Nell’Eneide è figlio dell’etrusco Mezenzio, crudele e spodestato re di Cere, Virgilio gli attribuisce doti fisiche e morali tali da renderlo degno di essere figlio di un padre migliore.
Famoso il brano della morte di Lauso, alla fine del decimo libro il giovane interviene in difesa del padre che, ferito da Enea, sta per soccombere.
La lotta che segue è assolutamente impari perchè Enea sta grandeggiando nella battaglia contro i Rutuli con un valore che, secondo molti commentatori, ne fa il corrispettivo di Achille nell’Iliade.

Wenceslaus Hollar – La lotta di Enea contro Mezenzio e Lauso – Thomas Fisher Rare Book Library – Wikipedia, pubblico dominio

Diversamente da Achille, però, Enea è prima di tutto ‘pio’ ed esita ad uccidere il giovane Lauso nonostante la pioggia di dardi con la quale i compagni di questi lo stanno attaccando, esita e lo esorta a sottrarsi al combattimento perchè comprende i suoi sentimenti.
Tuttavia il destino di Lauso è già stato scritto e le Parche, come dice Virgilio, stanno già raccogliendo i suoi ultimi fili.

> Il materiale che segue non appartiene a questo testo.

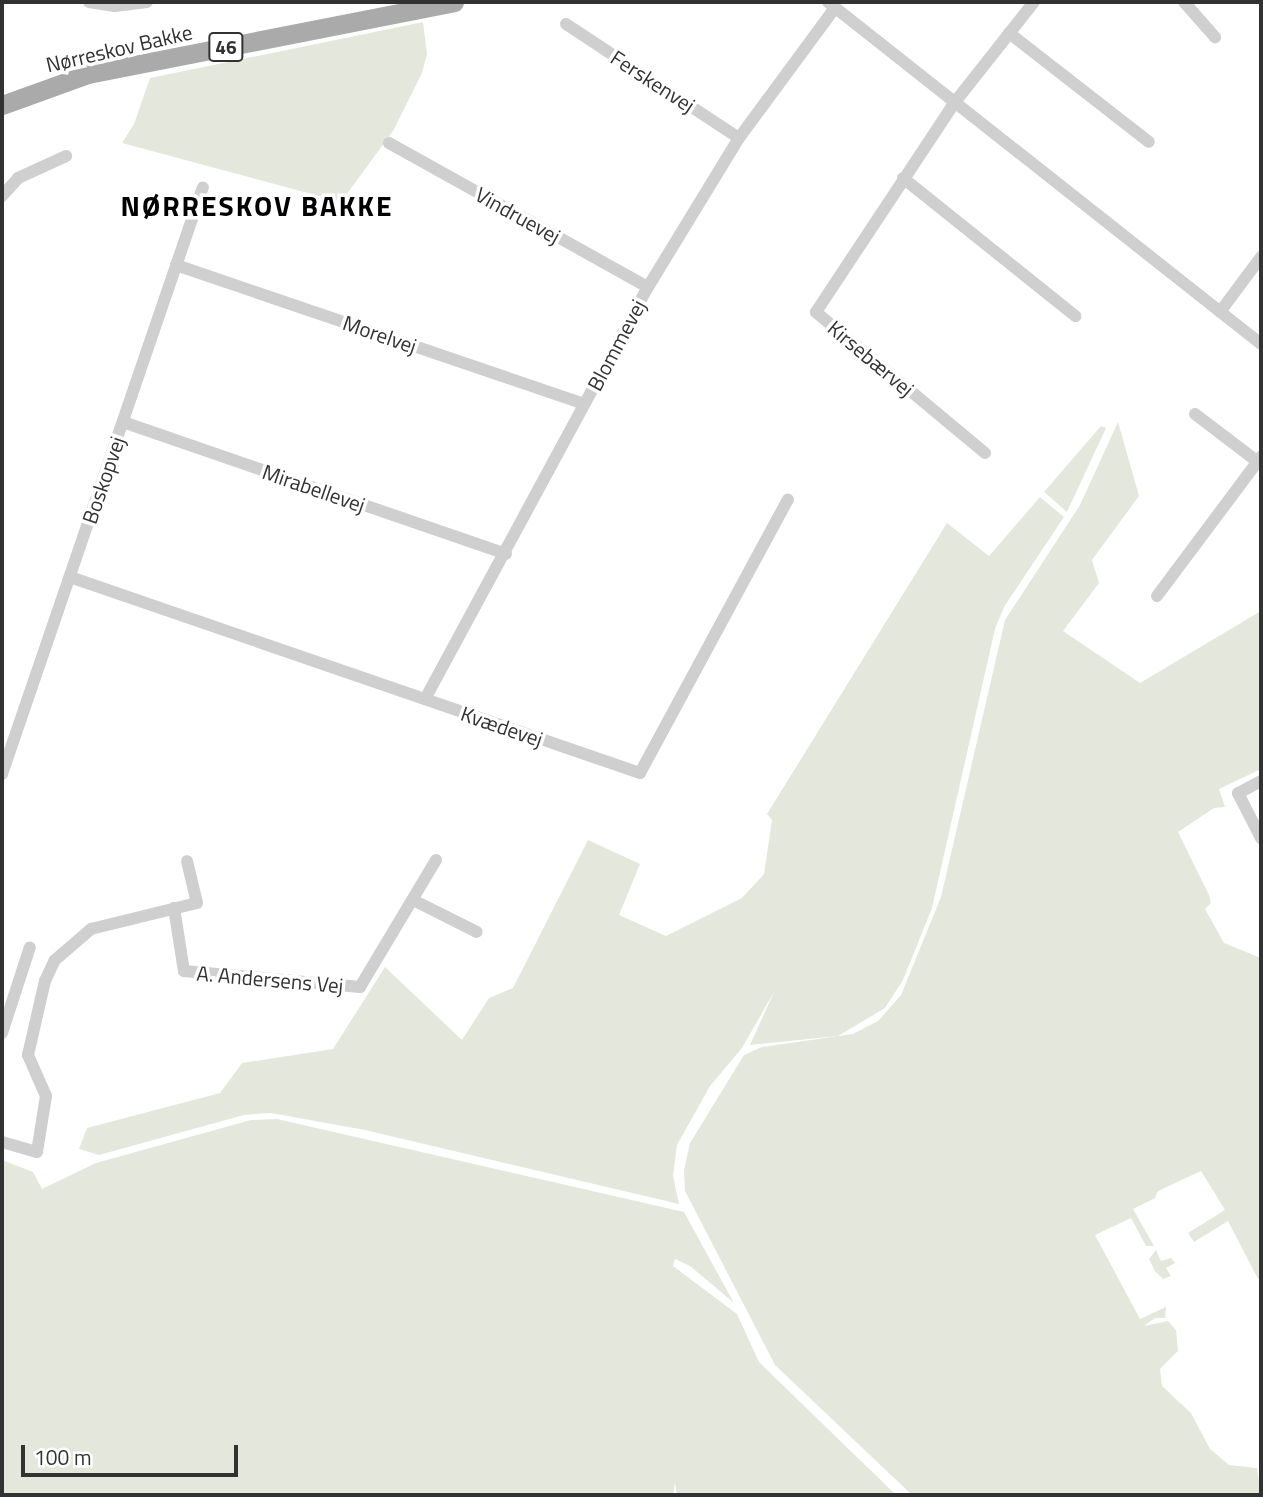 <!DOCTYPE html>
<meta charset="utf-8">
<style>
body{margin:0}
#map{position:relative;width:1263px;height:1497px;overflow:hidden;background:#fff;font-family:"Titillium Web",sans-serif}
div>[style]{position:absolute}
.green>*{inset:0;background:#e4e8dc}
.street>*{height:12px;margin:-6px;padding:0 6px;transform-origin:6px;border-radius:6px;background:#cfcfcf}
.primary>*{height:19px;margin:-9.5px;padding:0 9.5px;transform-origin:9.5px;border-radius:9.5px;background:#aaa}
span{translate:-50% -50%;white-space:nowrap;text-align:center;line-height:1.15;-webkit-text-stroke:7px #fff;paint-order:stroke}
.shield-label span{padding:2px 5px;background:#fff;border:2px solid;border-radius:5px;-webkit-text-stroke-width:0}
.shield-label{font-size:19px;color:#323232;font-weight:700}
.street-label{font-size:21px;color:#323232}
.district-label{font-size:28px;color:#000;font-weight:700;letter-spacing:2px}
.frame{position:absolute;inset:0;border:4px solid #323232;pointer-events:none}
.scale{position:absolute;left:21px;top:1445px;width:217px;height:32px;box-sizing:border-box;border:4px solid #323232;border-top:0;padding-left:9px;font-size:21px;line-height:24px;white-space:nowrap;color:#323232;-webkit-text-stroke:5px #fff;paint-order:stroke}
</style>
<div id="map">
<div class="green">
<i style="clip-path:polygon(423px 22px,427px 54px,422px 73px,393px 131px,341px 202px,122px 143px,134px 124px,150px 78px)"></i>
<i style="clip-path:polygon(1118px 422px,1139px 496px,1092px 560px,1099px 583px,1063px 631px,1140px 683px,1261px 611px,1261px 769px,1219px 789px,1225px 807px,1214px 808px,1178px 832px,1209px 895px,1211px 903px,1205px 909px,1224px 943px,1261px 958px,1261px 1278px,1258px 1279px,1228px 1221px,1194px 1242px,1188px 1233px,1225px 1210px,1201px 1171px,1158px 1191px,1155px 1198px,1133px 1209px,1154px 1246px,1146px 1246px,1131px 1218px,1095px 1235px,1140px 1319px,1166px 1307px,1165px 1318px,1155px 1318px,1144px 1326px,1168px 1321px,1176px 1330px,1178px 1351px,1160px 1369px,1162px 1386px,1191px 1413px,1210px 1449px,1229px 1465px,1257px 1468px,1261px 1495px,912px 1495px,775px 1365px,685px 1191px,684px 1170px,690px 1143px,744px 1055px,762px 1047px,853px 1034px,878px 1021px,901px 995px,941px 897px,1005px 620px,1080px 505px)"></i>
<i style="clip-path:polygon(1101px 426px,1106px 428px,1067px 512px,1044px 492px)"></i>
<i style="clip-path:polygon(1040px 497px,1064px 517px,1004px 607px,995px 629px,932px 908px,903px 980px,885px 1008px,838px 1036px,750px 1045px,774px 992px,742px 1048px,710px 1086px,677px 1145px,673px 1176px,679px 1204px,365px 1130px,271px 1113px,244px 1115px,99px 1155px,79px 1149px,87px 1128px,220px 1093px,242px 1063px,333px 1049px,385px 967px,462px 1040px,489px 998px,513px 988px,588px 840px,640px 864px,619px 915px,666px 936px,742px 898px,764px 874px,772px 820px,767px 814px,947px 523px,989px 556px)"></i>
<i style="clip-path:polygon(277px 1119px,684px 1212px,734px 1303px,690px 1266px,675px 1259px,673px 1266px,737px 1314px,759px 1362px,896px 1495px,677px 1495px,675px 1483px,673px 1495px,2px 1495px,2px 1160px,33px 1172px,42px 1189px,96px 1163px,251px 1120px)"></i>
<i style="clip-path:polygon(1156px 1250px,1161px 1261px,1171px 1258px,1175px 1263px,1166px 1268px,1171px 1276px,1163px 1279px,1155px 1271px,1149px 1259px)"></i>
</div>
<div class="street">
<i style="left:89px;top:2px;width:26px;rotate:9deg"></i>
<i style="left:115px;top:6px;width:32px;rotate:-7deg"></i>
<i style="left:828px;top:2px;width:552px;rotate:38.3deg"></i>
<i style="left:1184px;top:2px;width:47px;rotate:48.5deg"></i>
<i style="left:566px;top:24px;width:207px;rotate:33.4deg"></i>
<i style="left:1009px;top:33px;width:177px;rotate:37.9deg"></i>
<i style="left:389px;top:143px;width:296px;rotate:29.1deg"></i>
<i style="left:903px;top:178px;width:221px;rotate:38.7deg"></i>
<i style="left:2px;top:196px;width:24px;rotate:-48deg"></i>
<i style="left:18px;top:178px;width:53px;rotate:-24.6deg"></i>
<i style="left:176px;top:265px;width:431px;rotate:18.8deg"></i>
<i style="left:1220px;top:312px;width:69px;rotate:-53.3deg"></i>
<i style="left:1195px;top:414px;width:79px;rotate:37.3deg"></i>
<i style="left:123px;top:422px;width:405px;rotate:19deg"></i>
<i style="left:985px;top:453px;width:220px;rotate:-140.2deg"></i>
<i style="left:816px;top:312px;width:252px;rotate:-56.5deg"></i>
<i style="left:955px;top:102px;width:127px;rotate:-51.7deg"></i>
<i style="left:70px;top:577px;width:603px;rotate:18.98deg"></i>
<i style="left:640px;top:773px;width:311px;rotate:-61.6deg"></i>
<i style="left:1157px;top:596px;width:174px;rotate:-53.2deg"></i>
<i style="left:425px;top:699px;width:468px;rotate:-61.6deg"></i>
<i style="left:648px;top:287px;width:175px;rotate:-58.6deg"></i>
<i style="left:739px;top:138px;width:162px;rotate:-53.6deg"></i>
<i style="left:2px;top:774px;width:620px;rotate:-71.1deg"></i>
<i style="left:1261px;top:781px;width:26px;rotate:152deg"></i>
<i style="left:1238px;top:793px;width:51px;rotate:62.9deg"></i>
<i style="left:415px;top:901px;width:69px;rotate:26.6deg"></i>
<i style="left:174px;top:908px;width:64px;rotate:81deg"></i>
<i style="left:184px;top:971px;width:177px;rotate:5.2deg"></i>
<i style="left:360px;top:987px;width:148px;rotate:-59.1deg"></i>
<i style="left:2px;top:1033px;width:90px;rotate:-72deg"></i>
<i style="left:2px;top:1142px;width:36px;rotate:16deg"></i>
<i style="left:37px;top:1152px;width:57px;rotate:-80.9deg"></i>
<i style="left:46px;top:1096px;width:45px;rotate:-113.7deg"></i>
<i style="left:28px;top:1055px;width:76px;rotate:-77.1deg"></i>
<i style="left:45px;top:981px;width:23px;rotate:-65deg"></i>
<i style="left:55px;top:960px;width:48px;rotate:-40.7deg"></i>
<i style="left:91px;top:929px;width:109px;rotate:-13.8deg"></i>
<i style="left:197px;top:903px;width:43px;rotate:-103.4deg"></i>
</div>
<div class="primary">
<i style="left:2px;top:105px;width:91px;rotate:-19.8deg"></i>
<i style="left:88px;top:74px;width:373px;rotate:-11.1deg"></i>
</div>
<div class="shield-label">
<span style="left:226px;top:47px">46</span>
</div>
<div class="street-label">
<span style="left:119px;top:48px;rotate:-13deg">Nørreskov Bakke</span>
<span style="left:653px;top:81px;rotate:33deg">Ferskenvej</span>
<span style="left:518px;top:215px;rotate:29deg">Vindruevej</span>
<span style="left:380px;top:334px;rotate:19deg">Morelvej</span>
<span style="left:616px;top:345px;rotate:-62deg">Blommevej</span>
<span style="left:871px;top:358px;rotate:40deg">Kirsebærvej</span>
<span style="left:103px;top:480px;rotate:-71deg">Boskopvej</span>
<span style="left:314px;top:488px;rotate:19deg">Mirabellevej</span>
<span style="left:502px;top:726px;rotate:19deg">Kvædevej</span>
<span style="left:270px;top:979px;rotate:5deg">A. Andersens Vej</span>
</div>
<div class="district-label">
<span style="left:257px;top:206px">NØRRESKOV BAKKE</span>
</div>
<div class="frame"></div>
<div class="scale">100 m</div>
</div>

Lo scatto d’ira con cui Enea lo uccide con un colpo di spada è senz’altro insolito per la figura del troiano e sembra in contraddizione con la sua consueta pietas oltre che con le parole che ha appena pronunciate ma proprio questa apparente contraddizione da il senso di un evento fatale, al quale Lauso non potrà sfuggire e che neanche lo stesso Enea può evitare.
Appena vede gli occhi del giovane morente Enea è colto da una grande commiserazione per la sua nobile vittima e mentre intorno infuria la battaglia si sofferma a rendegli onore rinunciando, in segno di rispetto, a privarlo delle armi.
Poco dopo Enea affronterà ed ucciderà Mezenzio che, folle per il dolore e per la vergogna di aver lasciato morire Lauso al suo posto, provoca un nuovo duello nonostante sia gravemente ferito.